3. Reentrant batch processing and automated testing
Reentrant jobs can be safely paused, resumed, or restarted without unintended side effects or errors. This is crucial for robust and reliable processing, particularly in a distributed, cloud-native environment riddled with interruptions.
To achieve reentrancy, leverage the built-in checkpointing functionality of your chosen system.
For example, Kafka provides “at least once” delivery semantics, meaning it guarantees that a message will be delivered at least once, but it may be delivered more than once. This is a key feature that can help ensure the robustness of your batch processing jobs.
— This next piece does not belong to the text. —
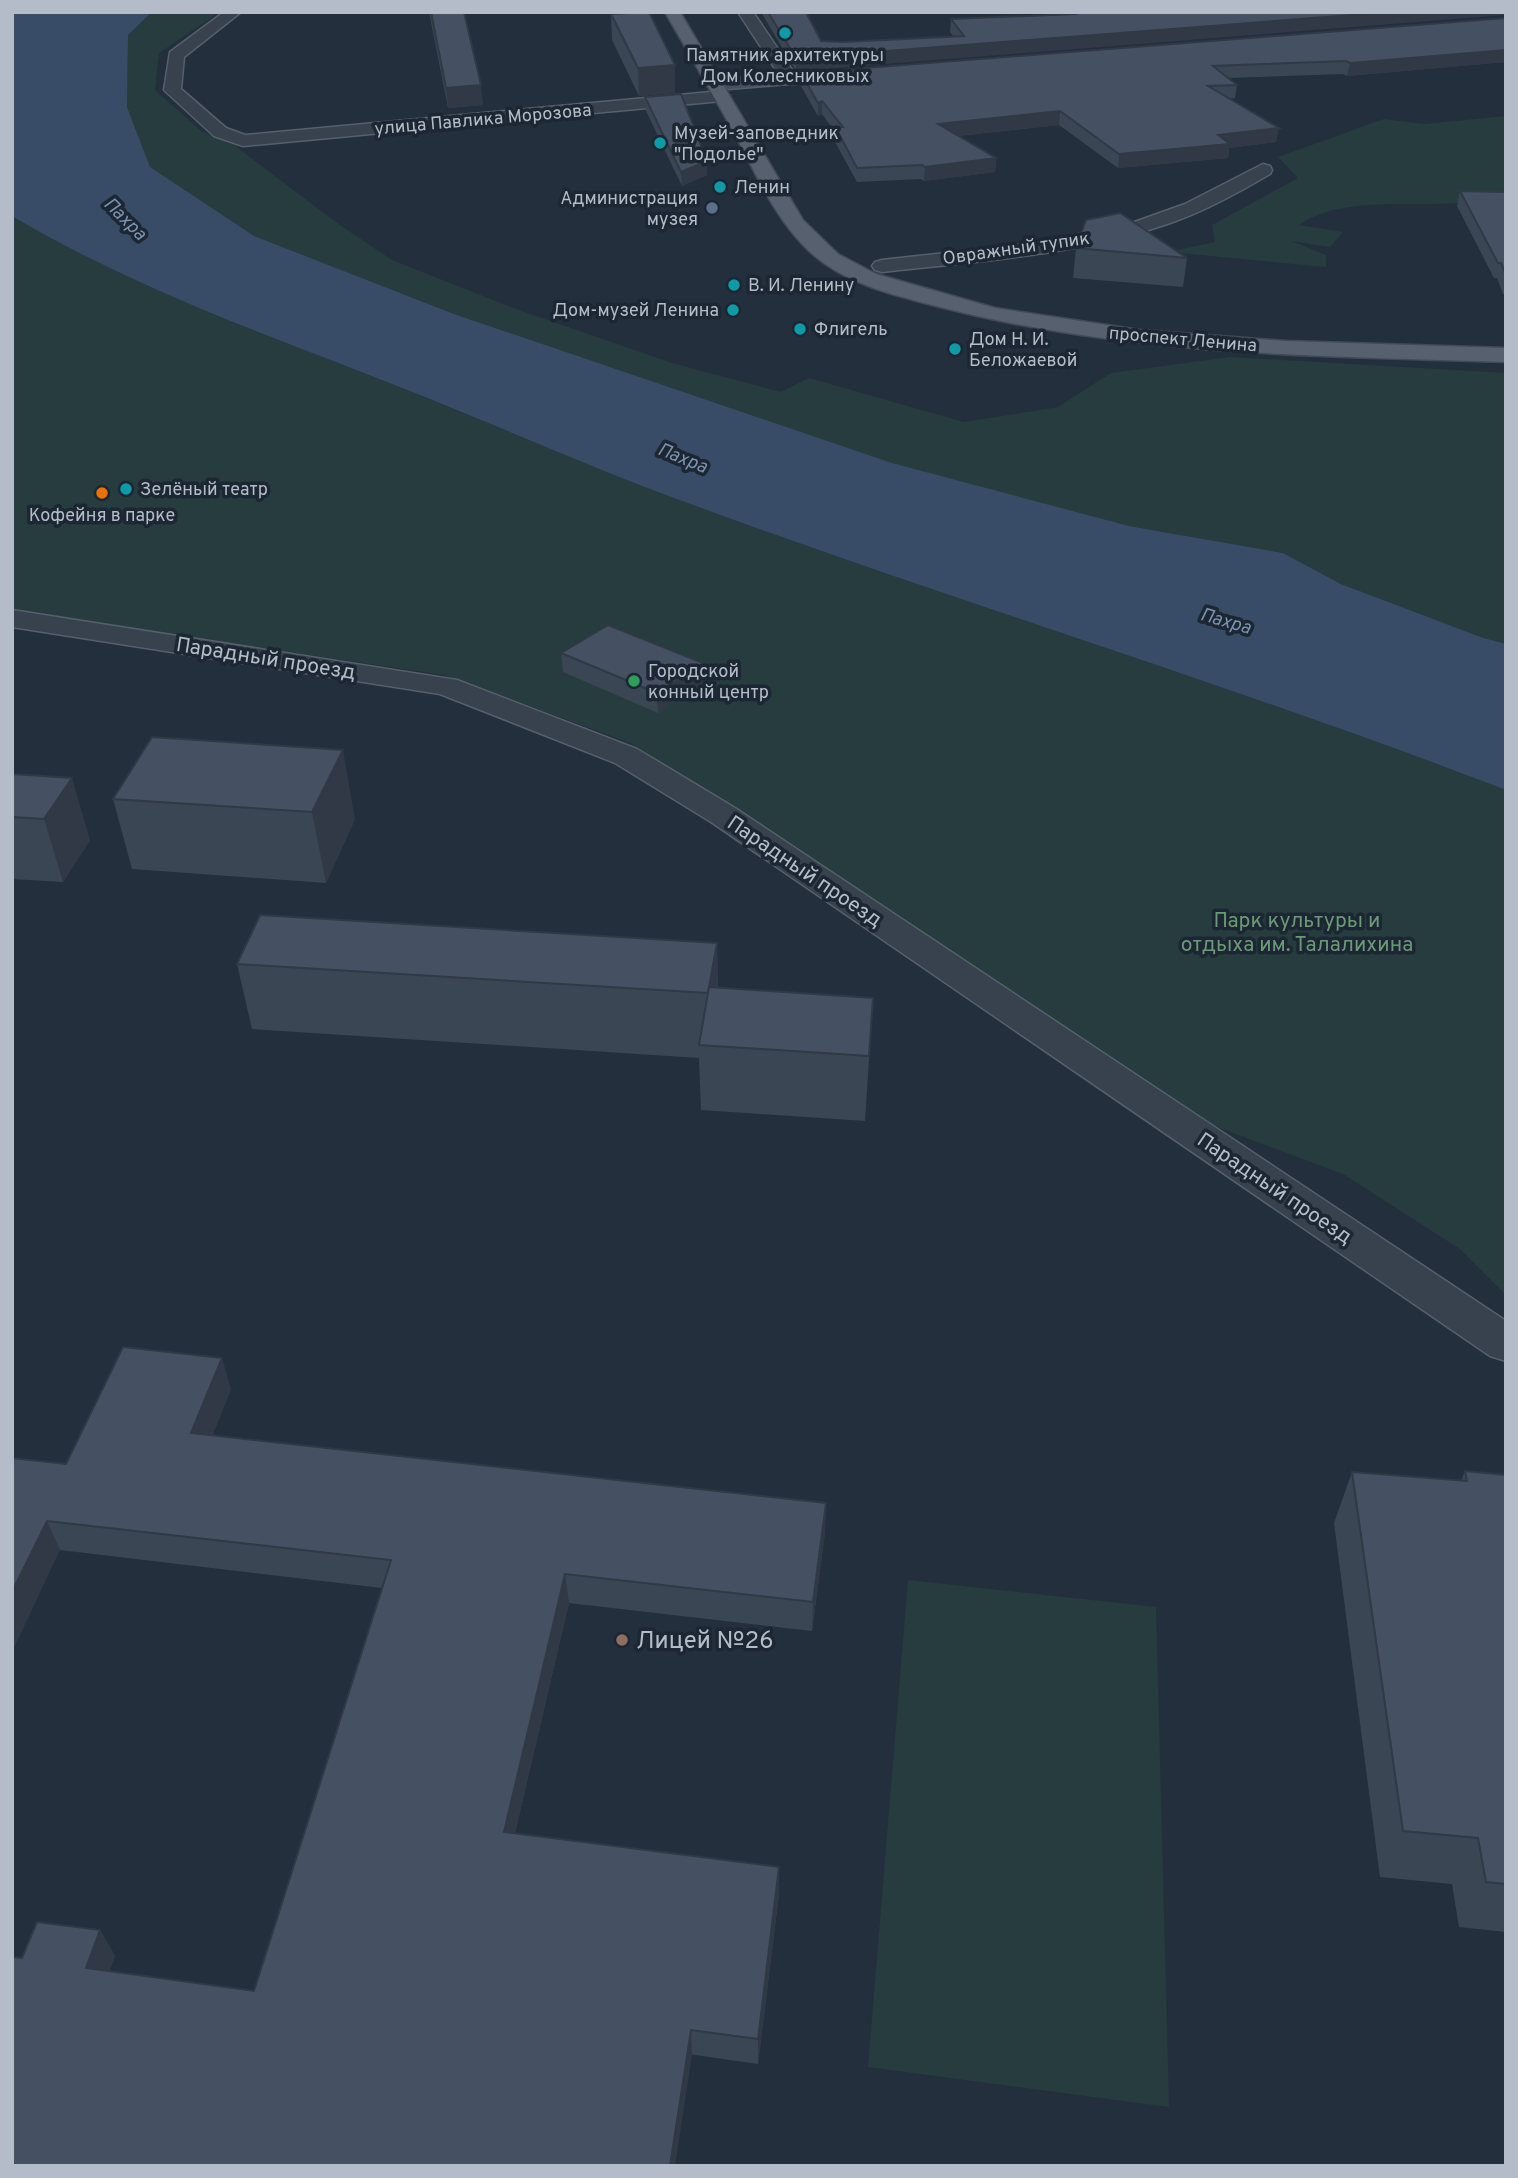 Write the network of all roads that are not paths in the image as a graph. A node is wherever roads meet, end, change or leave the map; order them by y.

But relying solely on Kafka’s built-in features isn’t enough. Consider implementing comprehensive automated testing to verify that all batch processing tasks are reentrant.
This includes creating tests that deliberately interrupt and resume tasks and validate that they can be successfully completed even when interruptions occur. Automated testing will help you discover and resolve issues that could affect reentrancy, leading to more reliable batch job processing and overall system resilience.
4. “Thin” messaging for efficient message delivery
In the context of messaging systems like Kafka, “thin” messaging refers to a strategy where the messages being sent to consumers from the Kafka queue are small and lightweight.
Rather than including the entire data payload, these thin messages typically include a reference or a pointer to the actual data. The actual data, in turn, is usually stored in a scalable and durable storage service, often referred to as object storage.
From a transactional perspective, this data is consistent, which means that it offers a trustworthy, single version of the truth that all consumers can access regardless of when or where they access it.
This strategy can be particularly beneficial in systems where the data payloads are large or where there are many consumers that need to access the data. By keeping the messages thin, the system can ensure fast, efficient delivery of messages to consumers. Then, each consumer can retrieve the full data payload as needed, spreading out the load on the object storage system.
This also reduces network traffic and can increase the overall throughput of the messaging system. Adopting a “thin” messaging strategy in the design of batch jobs is a smart move, letting your batch jobs scale in phases.
One set of consumers can be tasked with preparing the input for batch processes based on relational data pointers. Further stages in the batch process can then produce results that are written to reference systems.
Batch processing gets easier with automation
From a cost optimization perspective, the adoption of KEDA and spot instances are bound to result in substantial savings, with potential cost reductions of up to 90% for complex batch job processes.
This approach allows the system to scale down to zero when workload demand is low, maximizing cost efficiency, while maintaining the ability to scale the system seamlessly as workload demands increase.
Both approaches require time-consuming configuration and constant monitoring – unless you implement a solution that does these jobs for you. Automation platforms designed with Kubernetes in mind easily handle autoscaling and spot instances to help you run batch jobs efficiently.